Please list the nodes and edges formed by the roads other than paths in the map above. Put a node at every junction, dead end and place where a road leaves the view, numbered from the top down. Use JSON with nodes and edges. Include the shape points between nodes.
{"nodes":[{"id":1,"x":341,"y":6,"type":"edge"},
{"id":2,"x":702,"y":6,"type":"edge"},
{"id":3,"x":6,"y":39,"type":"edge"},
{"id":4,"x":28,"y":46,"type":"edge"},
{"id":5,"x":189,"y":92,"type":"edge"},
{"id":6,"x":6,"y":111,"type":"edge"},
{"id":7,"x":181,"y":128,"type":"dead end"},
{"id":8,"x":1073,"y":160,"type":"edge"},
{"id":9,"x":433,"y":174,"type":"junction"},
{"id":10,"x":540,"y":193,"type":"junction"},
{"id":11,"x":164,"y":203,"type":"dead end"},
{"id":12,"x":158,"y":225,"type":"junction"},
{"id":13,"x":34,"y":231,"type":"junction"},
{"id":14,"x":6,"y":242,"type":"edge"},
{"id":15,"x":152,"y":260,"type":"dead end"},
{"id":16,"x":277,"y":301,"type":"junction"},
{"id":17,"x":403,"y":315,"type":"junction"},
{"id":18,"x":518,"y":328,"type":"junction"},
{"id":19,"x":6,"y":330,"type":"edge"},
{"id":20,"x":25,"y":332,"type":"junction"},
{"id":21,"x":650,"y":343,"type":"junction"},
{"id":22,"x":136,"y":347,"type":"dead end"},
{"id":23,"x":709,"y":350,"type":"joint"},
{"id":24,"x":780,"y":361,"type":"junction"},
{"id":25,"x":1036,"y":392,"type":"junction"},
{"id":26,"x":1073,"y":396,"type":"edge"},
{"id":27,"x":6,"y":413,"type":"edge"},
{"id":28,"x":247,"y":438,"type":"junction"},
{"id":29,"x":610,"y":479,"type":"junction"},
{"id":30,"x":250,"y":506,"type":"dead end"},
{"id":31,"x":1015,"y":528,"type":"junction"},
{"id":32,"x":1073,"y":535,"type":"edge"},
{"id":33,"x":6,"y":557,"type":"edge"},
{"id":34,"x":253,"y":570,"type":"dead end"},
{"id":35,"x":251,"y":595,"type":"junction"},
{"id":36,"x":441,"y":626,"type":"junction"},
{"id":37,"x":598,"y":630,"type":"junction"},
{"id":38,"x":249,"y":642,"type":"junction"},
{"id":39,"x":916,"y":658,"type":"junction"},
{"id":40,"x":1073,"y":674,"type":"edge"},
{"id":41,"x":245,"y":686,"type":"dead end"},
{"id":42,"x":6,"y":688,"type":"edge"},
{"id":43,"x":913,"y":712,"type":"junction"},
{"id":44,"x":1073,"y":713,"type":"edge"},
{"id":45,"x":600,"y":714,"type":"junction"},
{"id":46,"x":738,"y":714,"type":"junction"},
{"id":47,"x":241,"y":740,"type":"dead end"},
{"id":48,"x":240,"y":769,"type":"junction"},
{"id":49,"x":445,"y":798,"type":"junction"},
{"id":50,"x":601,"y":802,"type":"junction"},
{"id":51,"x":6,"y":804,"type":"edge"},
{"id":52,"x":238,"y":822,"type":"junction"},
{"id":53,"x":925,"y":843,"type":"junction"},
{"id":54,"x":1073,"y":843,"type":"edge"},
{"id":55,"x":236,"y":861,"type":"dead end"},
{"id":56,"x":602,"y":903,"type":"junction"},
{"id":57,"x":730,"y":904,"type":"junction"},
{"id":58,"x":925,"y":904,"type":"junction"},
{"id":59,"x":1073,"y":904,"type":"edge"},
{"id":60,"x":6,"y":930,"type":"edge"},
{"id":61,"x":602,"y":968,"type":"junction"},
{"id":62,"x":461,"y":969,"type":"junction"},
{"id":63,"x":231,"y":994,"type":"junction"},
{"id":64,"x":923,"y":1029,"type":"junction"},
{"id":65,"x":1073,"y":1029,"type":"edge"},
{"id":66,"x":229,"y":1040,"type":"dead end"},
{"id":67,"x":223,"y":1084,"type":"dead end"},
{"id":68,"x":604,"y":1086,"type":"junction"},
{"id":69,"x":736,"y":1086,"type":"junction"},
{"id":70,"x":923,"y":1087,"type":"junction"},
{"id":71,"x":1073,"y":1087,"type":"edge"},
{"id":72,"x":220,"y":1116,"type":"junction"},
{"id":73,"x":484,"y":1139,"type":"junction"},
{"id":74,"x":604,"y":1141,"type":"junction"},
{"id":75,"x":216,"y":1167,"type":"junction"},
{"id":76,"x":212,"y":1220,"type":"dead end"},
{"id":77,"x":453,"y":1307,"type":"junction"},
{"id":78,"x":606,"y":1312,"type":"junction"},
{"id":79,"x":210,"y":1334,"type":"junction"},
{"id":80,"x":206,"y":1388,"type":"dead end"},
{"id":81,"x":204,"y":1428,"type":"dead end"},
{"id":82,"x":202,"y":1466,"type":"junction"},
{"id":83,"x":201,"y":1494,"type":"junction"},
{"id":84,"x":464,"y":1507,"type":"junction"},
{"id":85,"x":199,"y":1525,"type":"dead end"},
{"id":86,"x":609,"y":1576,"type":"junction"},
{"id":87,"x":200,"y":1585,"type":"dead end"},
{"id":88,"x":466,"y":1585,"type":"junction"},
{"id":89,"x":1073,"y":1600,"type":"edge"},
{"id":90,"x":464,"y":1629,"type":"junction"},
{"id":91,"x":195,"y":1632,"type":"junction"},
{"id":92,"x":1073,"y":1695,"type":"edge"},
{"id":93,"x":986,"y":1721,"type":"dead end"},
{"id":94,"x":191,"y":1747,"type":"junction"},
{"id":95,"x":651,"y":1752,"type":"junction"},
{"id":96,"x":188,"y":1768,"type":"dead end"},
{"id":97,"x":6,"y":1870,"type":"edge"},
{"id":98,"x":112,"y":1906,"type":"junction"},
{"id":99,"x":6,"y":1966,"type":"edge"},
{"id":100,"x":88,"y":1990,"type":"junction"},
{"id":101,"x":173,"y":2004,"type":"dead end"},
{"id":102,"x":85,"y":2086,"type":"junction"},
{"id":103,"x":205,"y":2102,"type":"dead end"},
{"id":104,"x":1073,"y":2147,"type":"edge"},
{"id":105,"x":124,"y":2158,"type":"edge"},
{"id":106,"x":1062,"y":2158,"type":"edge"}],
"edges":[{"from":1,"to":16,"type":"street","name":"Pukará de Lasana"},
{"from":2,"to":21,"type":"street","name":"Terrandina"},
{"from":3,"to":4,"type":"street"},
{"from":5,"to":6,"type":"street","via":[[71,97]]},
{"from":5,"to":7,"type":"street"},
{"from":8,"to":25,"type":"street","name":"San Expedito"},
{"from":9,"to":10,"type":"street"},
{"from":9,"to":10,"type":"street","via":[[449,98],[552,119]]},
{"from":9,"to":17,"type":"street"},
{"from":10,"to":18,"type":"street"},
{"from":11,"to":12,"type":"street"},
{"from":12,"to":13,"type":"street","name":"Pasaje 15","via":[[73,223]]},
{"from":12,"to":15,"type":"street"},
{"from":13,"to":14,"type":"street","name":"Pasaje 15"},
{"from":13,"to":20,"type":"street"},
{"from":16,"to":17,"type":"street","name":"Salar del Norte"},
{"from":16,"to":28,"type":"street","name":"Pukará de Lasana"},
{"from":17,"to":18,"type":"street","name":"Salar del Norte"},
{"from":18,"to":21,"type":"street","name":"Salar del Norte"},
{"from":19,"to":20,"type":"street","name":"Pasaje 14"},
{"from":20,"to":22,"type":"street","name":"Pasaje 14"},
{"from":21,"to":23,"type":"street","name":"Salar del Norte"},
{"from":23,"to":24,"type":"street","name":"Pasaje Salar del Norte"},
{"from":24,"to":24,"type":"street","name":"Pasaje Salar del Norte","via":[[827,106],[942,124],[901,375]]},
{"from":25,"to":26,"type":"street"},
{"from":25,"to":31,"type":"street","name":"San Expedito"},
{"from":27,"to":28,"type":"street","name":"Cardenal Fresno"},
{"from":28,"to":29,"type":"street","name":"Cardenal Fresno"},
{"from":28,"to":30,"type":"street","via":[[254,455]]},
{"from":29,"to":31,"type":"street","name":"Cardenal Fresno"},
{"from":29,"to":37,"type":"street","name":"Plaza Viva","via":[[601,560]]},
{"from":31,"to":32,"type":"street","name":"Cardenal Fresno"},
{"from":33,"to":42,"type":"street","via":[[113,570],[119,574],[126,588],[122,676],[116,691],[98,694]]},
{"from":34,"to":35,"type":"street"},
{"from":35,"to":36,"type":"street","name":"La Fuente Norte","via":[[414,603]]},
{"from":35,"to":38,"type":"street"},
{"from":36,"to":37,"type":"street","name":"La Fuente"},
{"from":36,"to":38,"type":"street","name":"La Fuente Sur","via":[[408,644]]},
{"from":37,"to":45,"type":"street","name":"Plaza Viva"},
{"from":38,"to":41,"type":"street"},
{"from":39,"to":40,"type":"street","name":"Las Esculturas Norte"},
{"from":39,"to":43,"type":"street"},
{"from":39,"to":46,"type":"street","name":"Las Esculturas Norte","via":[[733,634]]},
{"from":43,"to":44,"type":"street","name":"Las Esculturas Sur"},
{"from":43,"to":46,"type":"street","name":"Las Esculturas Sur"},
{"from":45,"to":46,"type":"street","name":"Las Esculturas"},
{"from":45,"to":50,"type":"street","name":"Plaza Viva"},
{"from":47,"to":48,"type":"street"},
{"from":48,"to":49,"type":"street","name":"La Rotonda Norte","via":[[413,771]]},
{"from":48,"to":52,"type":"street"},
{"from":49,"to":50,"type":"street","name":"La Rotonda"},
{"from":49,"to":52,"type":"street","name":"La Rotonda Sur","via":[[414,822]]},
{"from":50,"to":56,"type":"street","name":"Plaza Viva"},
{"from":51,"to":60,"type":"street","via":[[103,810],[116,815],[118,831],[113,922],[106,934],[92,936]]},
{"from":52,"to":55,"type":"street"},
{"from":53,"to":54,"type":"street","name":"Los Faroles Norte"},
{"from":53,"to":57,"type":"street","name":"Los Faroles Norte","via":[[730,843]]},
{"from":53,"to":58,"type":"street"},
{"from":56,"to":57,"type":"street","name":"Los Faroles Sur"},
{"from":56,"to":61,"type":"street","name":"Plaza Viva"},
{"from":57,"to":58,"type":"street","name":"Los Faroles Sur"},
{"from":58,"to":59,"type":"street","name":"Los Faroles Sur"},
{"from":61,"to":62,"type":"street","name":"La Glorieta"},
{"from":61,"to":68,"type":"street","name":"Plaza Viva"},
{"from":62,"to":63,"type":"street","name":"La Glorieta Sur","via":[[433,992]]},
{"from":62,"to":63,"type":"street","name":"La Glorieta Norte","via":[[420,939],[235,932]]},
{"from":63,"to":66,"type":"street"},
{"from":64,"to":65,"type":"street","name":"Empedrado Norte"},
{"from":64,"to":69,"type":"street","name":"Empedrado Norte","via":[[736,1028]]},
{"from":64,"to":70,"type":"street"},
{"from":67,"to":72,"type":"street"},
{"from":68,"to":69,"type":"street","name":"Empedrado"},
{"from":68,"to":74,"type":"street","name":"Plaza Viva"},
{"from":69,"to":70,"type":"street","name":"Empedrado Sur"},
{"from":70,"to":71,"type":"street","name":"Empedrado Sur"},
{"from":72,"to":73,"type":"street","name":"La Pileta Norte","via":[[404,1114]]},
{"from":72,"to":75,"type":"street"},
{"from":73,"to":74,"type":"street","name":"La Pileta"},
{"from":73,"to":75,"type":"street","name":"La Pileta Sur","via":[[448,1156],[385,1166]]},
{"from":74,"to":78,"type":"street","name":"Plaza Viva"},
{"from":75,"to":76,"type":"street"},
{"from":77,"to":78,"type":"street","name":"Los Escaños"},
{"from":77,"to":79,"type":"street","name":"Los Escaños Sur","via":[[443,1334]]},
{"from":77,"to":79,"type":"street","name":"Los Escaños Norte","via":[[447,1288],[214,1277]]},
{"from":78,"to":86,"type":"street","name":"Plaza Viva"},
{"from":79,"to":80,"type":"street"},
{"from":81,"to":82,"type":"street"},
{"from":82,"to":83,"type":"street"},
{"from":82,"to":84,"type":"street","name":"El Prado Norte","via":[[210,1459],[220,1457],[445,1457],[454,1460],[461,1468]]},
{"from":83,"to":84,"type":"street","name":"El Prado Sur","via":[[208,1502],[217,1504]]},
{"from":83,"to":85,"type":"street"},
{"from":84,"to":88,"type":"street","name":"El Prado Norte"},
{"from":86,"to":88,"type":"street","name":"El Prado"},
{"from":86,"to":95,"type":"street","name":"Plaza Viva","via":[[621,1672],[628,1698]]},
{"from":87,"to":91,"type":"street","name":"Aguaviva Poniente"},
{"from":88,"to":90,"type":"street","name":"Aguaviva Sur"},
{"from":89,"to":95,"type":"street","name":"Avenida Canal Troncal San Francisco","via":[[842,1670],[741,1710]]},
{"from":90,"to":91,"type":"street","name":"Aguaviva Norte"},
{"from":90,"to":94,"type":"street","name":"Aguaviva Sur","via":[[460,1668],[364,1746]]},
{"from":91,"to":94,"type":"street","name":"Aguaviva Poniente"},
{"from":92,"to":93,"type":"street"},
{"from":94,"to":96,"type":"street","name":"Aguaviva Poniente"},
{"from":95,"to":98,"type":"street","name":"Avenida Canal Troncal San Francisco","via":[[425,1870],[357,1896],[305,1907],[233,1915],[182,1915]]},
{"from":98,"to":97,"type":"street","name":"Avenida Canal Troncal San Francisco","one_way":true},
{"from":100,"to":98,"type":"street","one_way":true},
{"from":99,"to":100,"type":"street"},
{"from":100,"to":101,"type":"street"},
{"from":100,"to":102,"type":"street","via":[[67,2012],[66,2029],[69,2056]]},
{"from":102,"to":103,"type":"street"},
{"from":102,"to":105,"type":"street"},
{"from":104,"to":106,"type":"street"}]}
-=-=-
[WORK INSTRUCTION] The count alone is wanted: how many lines above hold the string "Lasana"?

[FINISHED TASK] 2